Linux provides more of a framework approach to implementing the VFS layer. Most of the file operations are generic, that is the file system doesn't implement them. Consider the file_operations structure created by Ext3:
struct file_operations ext3_file_operations = {
llseek: generic_file_llseek, /* BKL held */
read: generic_file_read, /* BKL not held. Don't need */
write: ext3_file_write, /* BKL not held. Don't need */
ioctl: ext3_ioctl, /* BKL held */
mmap: generic_file_mmap,
open: ext3_open_file, /* BKL not held. Don't need */
release: ext3_release_file, /* BKL not held. Don't need */
fsync: ext3_sync_file, /* BKL held */
};
You may wonder how it is possible for the read operation
on a specific file system to be a generic operation.

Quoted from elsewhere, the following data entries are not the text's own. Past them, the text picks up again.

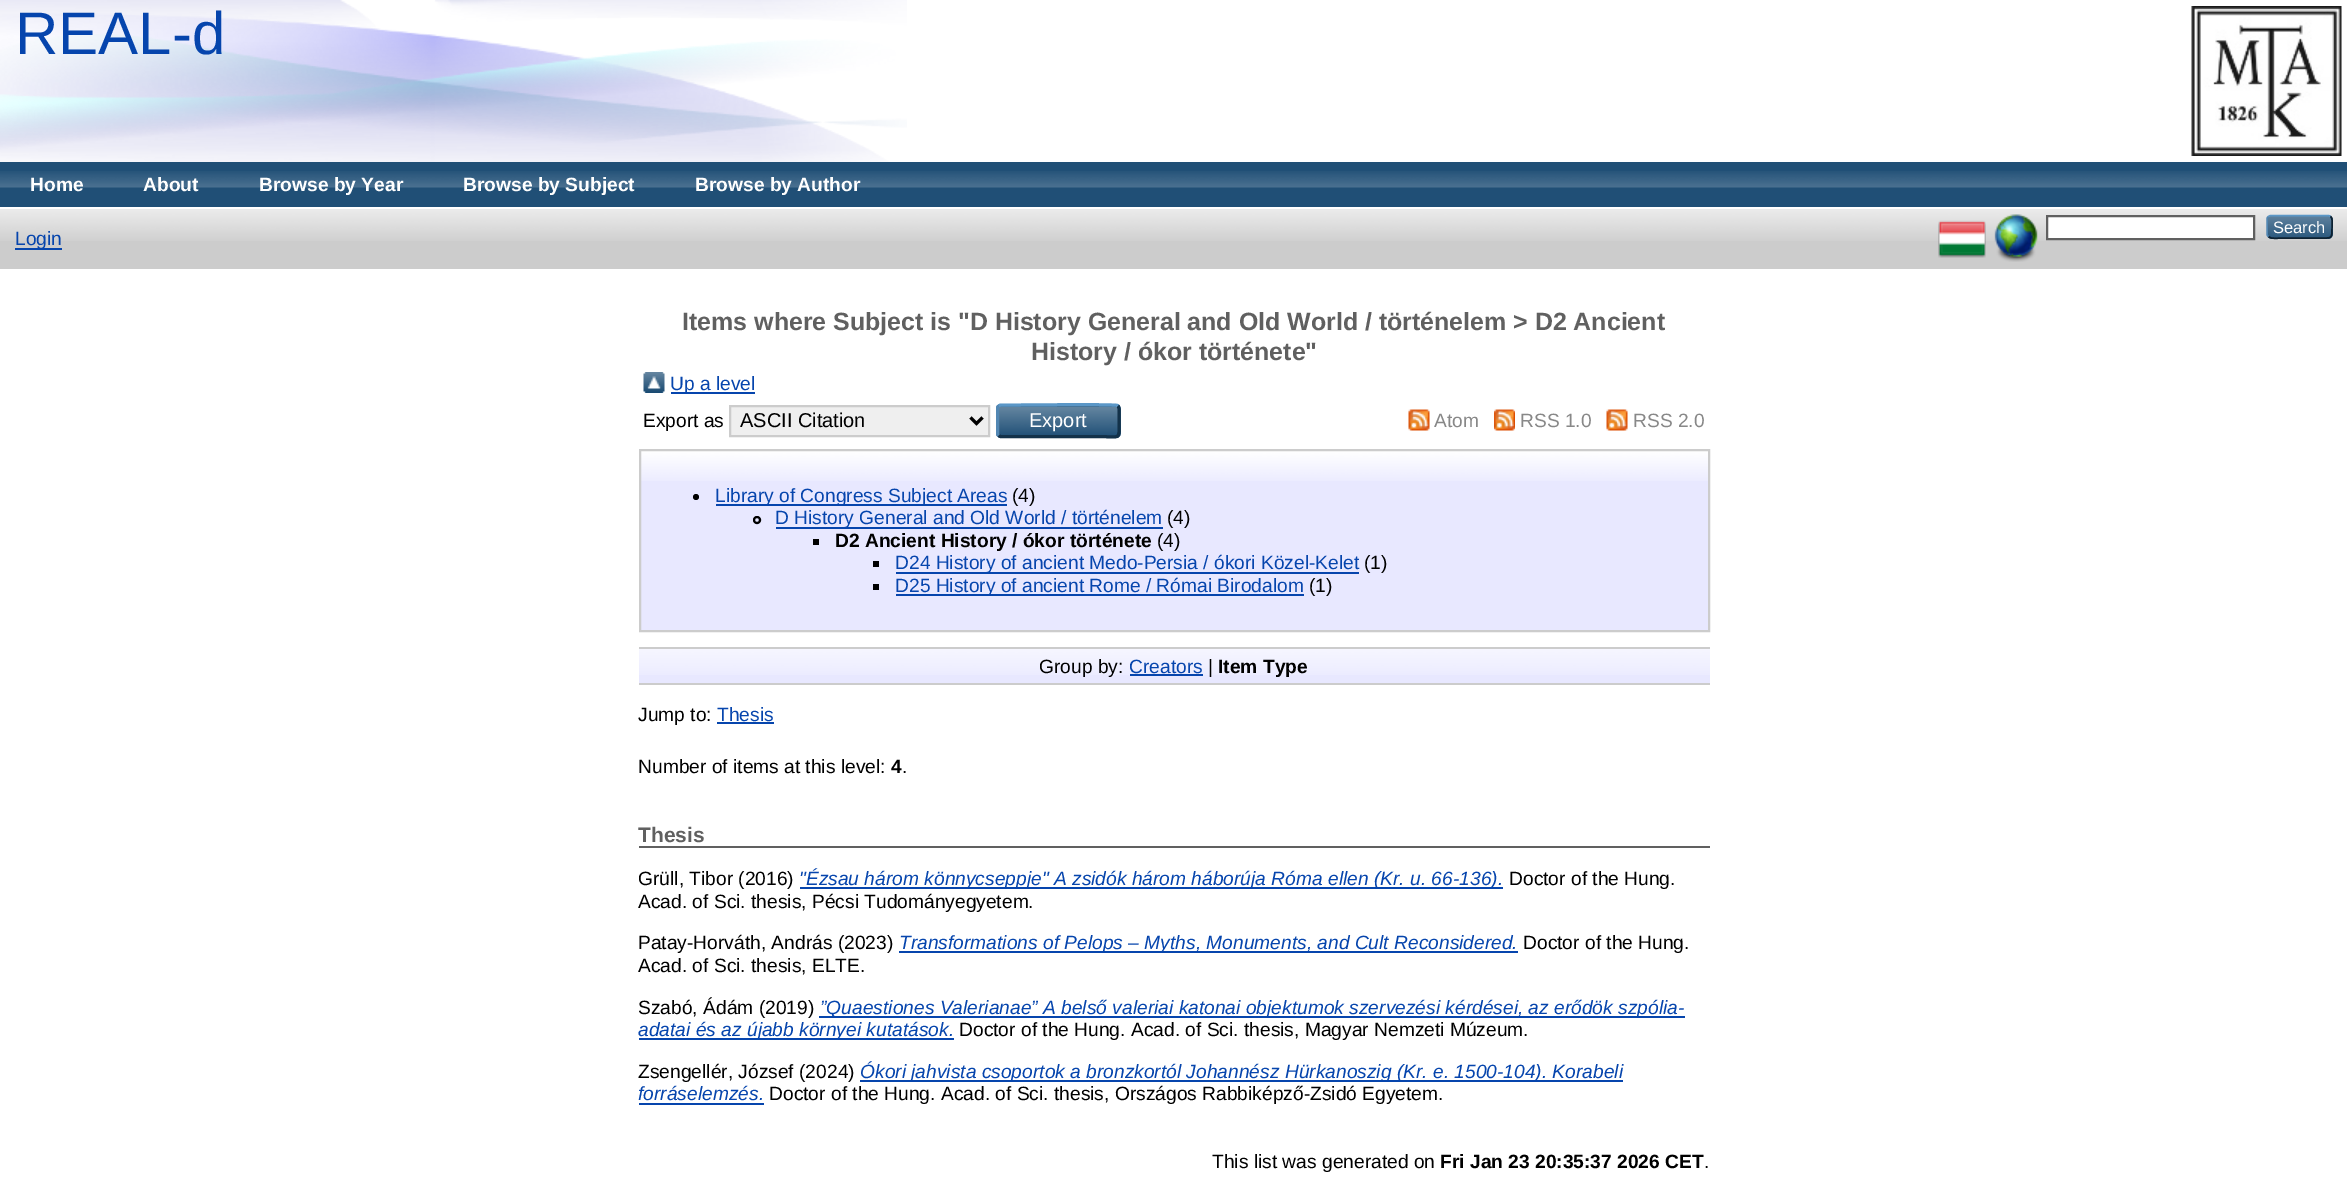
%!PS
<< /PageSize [2347 1199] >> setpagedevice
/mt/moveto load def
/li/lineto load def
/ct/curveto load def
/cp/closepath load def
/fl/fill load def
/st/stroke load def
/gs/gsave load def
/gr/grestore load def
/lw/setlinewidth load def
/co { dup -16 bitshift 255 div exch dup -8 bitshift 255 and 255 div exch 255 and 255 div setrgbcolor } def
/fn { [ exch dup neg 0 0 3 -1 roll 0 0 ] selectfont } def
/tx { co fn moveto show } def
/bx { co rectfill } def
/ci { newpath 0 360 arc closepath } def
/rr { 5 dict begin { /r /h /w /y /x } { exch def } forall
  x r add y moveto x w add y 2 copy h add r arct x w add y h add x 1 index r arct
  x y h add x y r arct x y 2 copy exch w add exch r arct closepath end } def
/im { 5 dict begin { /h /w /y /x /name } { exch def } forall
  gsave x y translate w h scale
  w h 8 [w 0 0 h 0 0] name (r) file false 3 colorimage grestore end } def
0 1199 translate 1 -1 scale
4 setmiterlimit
0 0 2347 1199 16#FFFFFF bx
(media/1.raw) 0 0 907 162 im
(media/2.raw) 2191 6 151 150 im
0 162 2347 45 16#204F76 bx
(media/3.raw) 0 171 2347 17 im
0 209 2347 60 16#CCCCCC bx
(media/4.raw) 0 209 2347 32 im
(media/5.raw) 1938 220 48 38 im
(media/6.raw) 1994 214 44 48 im
16#FFFFFF co
2047 216 mt 2254 216 li 2254 239 li 2047 239 li cp gs fl gr
16#606060 co
2 lw
st
16#1F4F76 co
2267 215 66 24 5 rr fl
(media/7.raw) 2267 215 66 23 im
16#5B97C7 co
1.5 lw
2268.5 216.5 mt 2270.5 215.5 li 2328.5 215.5 li 2330.5 216.5 li st
16#0D2131 co
2330.5 216.5 mt 2333 218.5 2332 223.5 2332 226.5 ct 2332 239.5 2332.5 238 2318.5 238 ct 2280.5 238 li 2280 238 2271 239.5 2268.5 236.5 ct st
16#5287B3 co
2268.5 236.5 mt 2267.5 236 2267 235 2267 234 ct 2267 219 li 2267 218 2267.5 217 2268.5 216.5 ct st
15 248 47 2 16#0645AD bx
(media/8.raw) 643 372 22 21 im
671 392 84 2 16#0645AD bx
16#EFEFEF co
730 406 mt 989 406 li 989 436 li 730 436 li cp gs fl gr
16#CCCCCC co
2 lw
st
16#000000 co
3 lw
970.5 417.5 mt 976.5 423.5 li 982.5 417.5 li st
16#1F4F76 co
996 404 125 34 5 rr fl
(media/9.raw) 996 406 125 29 im
16#5B97C7 co
998.5 406 mt 1000.5 405 li 1020 405 li 1030 405 1115.5 404 1117.5 405.5 ct 1118 406 li st
16#13324A co
1118 406 mt 1120 408 1119 418 1119 421 ct 1119 441.5 1121.5 436.5 1097 436.5 ct 1000.5 436.5 li 998.5 435.5 li st
16#5287B3 co
998.5 435.5 mt 998 435 997.5 434.5 997.5 433.5 ct 997.5 408 li 997.5 407 998 406.5 998.5 406 ct st
(media/10.raw) 1408 409 22 22 im
(media/11.raw) 1494 409 21 22 im
(media/12.raw) 1606 409 22 22 im
641 451 1067 179 16#E8E8FF bx
(media/13.raw) 641 451 1067 30 im
16#CCCCCC co
2 lw
640 450 1069 181 rectstroke
16#000000 co
696 497 3 ci fl
716 504 291 2 16#0645AD bx
16#000000 co
757 520 3 ci st
776 527 387 2 16#0645AD bx
813 539 6 6 16#000000 bx
873 561 6 6 16#000000 bx
896 572 463 2 16#0645AD bx
873 584 6 6 16#000000 bx
896 594 408 2 16#0645AD bx
639 649 1071 34 16#E8E8FF bx
(media/14.raw) 639 649 1071 26 im
639 647 1071 2 16#CCCCCC bx
639 683 1071 2 16#CCCCCC bx
1130 674 73 2 16#0645AD bx
717 722 57 2 16#0645AD bx
639 846 1071 2 16#606060 bx
800 887 703 2 16#0645AD bx
899 951 619 2 16#0645AD bx
819 1016 866 2 16#0645AD bx
639 1038 315 2 16#0645AD bx
860 1080 763 2 16#0645AD bx
639 1103 125 2 16#0645AD bx
(REAL-d) 15 54 /LiberationSans-Regular 60 16#0645AD tx
(Home) 30 191 /LiberationSans-Bold 19.2 16#FFFFFF tx
(About) 143 191 /LiberationSans-Bold 19.2 16#FFFFFF tx
(Browse by Year) 259 191 /LiberationSans-Bold 19.2 16#FFFFFF tx
(Browse by Subject) 463 191 /LiberationSans-Bold 19.2 16#FFFFFF tx
(Browse by Author) 695 191 /LiberationSans-Bold 19.2 16#FFFFFF tx
(Search) 2273 233 /LiberationSans-Regular 16.5 16#FFFFFF tx
(Login) 15 245 /LiberationSans-Regular 19.2 16#0645AD tx
(Items where Subject is "D History General and Old World / történelem > D2 Ancient) 682 330 /LiberationSans-Bold 24.95 16#606060 tx
(History / ókor története") 1031 360 /LiberationSans-Bold 24.95 16#606060 tx
(Up a level) 670 390 /LiberationSans-Regular 19.2 16#0645AD tx
(Export as) 643 427 /LiberationSans-Regular 19.2 16#000000 tx
(ASCII Citation) 740 427 /LiberationSans-Regular 20 16#000000 tx
(Export) 1029 427 /LiberationSans-Regular 20 16#FFFFFF tx
(Atom) 1434 427 /LiberationSans-Regular 19.2 16#888888 tx
(RSS 1.0) 1520 427 /LiberationSans-Regular 19.2 16#888888 tx
(RSS 2.0) 1633 427 /LiberationSans-Regular 19.2 16#888888 tx
(Library of Congress Subject Areas) 715 502 /LiberationSans-Regular 19.2 16#0645AD tx
(\(4\)) 1012 502 /LiberationSans-Regular 19.2 16#000000 tx
(D History General and Old World / történelem) 775 524 /LiberationSans-Regular 19.2 16#0645AD tx
(\(4\)) 1167 524 /LiberationSans-Regular 19.2 16#000000 tx
(D2 Ancient History / ókor története) 835 547 /LiberationSans-Bold 19.2 16#000000 tx
(\(4\)) 1157 547 /LiberationSans-Regular 19.2 16#000000 tx
(D24 History of ancient Medo-Persia / ókori Közel-Kelet) 895 569 /LiberationSans-Regular 19.2 16#0645AD tx
(\(1\)) 1364 569 /LiberationSans-Regular 19.2 16#000000 tx
(D25 History of ancient Rome / Római Birodalom) 895 592 /LiberationSans-Regular 19.2 16#0645AD tx
(\(1\)) 1309 592 /LiberationSans-Regular 19.2 16#000000 tx
(Group by:) 1039 673 /LiberationSans-Regular 19.2 16#000000 tx
(Creators) 1129 673 /LiberationSans-Regular 19.2 16#0645AD tx
(|) 1208 673 /LiberationSans-Regular 19.2 16#000000 tx
(Item Type) 1218 673 /LiberationSans-Bold 19.2 16#000000 tx
(Jump to:) 638 721 /LiberationSans-Regular 19.2 16#000000 tx
(Thesis) 717 721 /LiberationSans-Regular 19.2 16#0645AD tx
(Number of items at this level:) 638 773 /LiberationSans-Regular 19.2 16#000000 tx
(4) 891 773 /LiberationSans-Bold 19.2 16#000000 tx
(.) 902 773 /LiberationSans-Regular 19.2 16#000000 tx
(Thesis) 638 842 /LiberationSans-Bold 21 16#606060 tx
(Grüll, Tibor \(2016\)) 638 885 /LiberationSans-Regular 19.2 16#000000 tx
("Ézsau három könnycseppje" A zsidók három háborúja Róma ellen \(Kr. u. 66-136\).) 799 885 /LiberationSans-Italic 19.2 16#0645AD tx
(Doctor of the Hung.) 1509 885 /LiberationSans-Regular 19.2 16#000000 tx
(Acad. of Sci. thesis, Pécsi Tudományegyetem.) 638 908 /LiberationSans-Regular 19.2 16#000000 tx
(Patay-Horváth, András \(2023\)) 638 949 /LiberationSans-Regular 19.2 16#000000 tx
(Transformations of Pelops – Myths, Monuments, and Cult Reconsidered.) 899 949 /LiberationSans-Italic 19.2 16#0645AD tx
(Doctor of the Hung.) 1523 949 /LiberationSans-Regular 19.2 16#000000 tx
(Acad. of Sci. thesis, ELTE.) 638 972 /LiberationSans-Regular 19.2 16#000000 tx
(Szabó, Ádám \(2019\)) 638 1014 /LiberationSans-Regular 19.2 16#000000 tx
(”Quaestiones Valerianae” A belső valeriai katonai objektumok szervezési kérdései, az erődök szpólia-) 820 1014 /LiberationSans-Italic 19.2 16#0645AD tx
(adatai és az újabb környei kutatások.) 638 1036 /LiberationSans-Italic 19.2 16#0645AD tx
(Doctor of the Hung. Acad. of Sci. thesis, Magyar Nemzeti Múzeum.) 959 1036 /LiberationSans-Regular 19.2 16#000000 tx
(Zsengellér, József \(2024\)) 638 1078 /LiberationSans-Regular 19.2 16#000000 tx
(Ókori jahvista csoportok a bronzkortól Johannész Hürkanoszig \(Kr. e. 1500-104\). Korabeli) 860 1078 /LiberationSans-Italic 19.2 16#0645AD tx
(forráselemzés.) 638 1100 /LiberationSans-Italic 19.2 16#0645AD tx
(Doctor of the Hung. Acad. of Sci. thesis, Országos Rabbiképző-Zsidó Egyetem.) 769 1100 /LiberationSans-Regular 19.2 16#000000 tx
(This list was generated on) 1212 1168 /LiberationSans-Regular 19.2 16#000000 tx
(Fri Jan 23 20:35:37 2026 CET) 1440 1168 /LiberationSans-Bold 19.2 16#000000 tx
(.) 1704 1168 /LiberationSans-Regular 19.2 16#000000 tx
showpage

That is because read and write are part of
the VFS framework that Linux provides. These functions end up
using address space operations that read and write data one
page at a time to a real device.
struct address_space_operations {
int (*writepage)(struct page *);
int (*readpage)(struct file *, struct page *);
int (*sync_page)(struct page *);
/*
* ext3 requires that a successful prepare_write() call be followed
* by a commit_write() call - they must be balanced
*/
int (*prepare_write)(struct file *, struct page *, unsigned, unsigned);
int (*commit_write)(struct file *, struct page *, unsigned, unsigned);
/* Unfortunately this kludge is needed for FIBMAP. Don't use it */
int (*bmap)(struct address_space *, long);
int (*flushpage) (struct page *, unsigned long);
int (*releasepage) (struct page *, int);
#define KERNEL_HAS_O_DIRECT /* this is for modules out of the kernel */
int (*direct_IO)(int, struct inode *, struct kiobuf *, unsigned long, int);
};
Ext3 provides these functions for page mapping:
struct address_space_operations ext3_aops = {
readpage: ext3_readpage, /* BKL not held. Don't need */
writepage: ext3_writepage, /* BKL not held. We take it */
sync_page: block_sync_page,
prepare_write: ext3_prepare_write, /* BKL not held. We take it */
commit_write: ext3_commit_write, /* BKL not held. We take it */
bmap: ext3_bmap, /* BKL held */
flushpage: ext3_flushpage, /* BKL not held. Don't need */
releasepage: ext3_releasepage, /* BKL not held. Don't need */
};
You might think that the complexity is over at this point, however,
you'd be wrong. If we look at the implementation of ext3_readpage,
we see one more level of framework being used. The function
block_read_full_page is written in a generic way.
Its second argument is a function that calls its second argument
to get a block handle for the block being mapped (by position).
static int ext3_readpage(struct file *file, struct page *page)
{
return block_read_full_page(page,ext3_get_block);
}
static int ext3_get_block(struct inode *inode, long iblock,
struct buffer_head *bh_result, int create)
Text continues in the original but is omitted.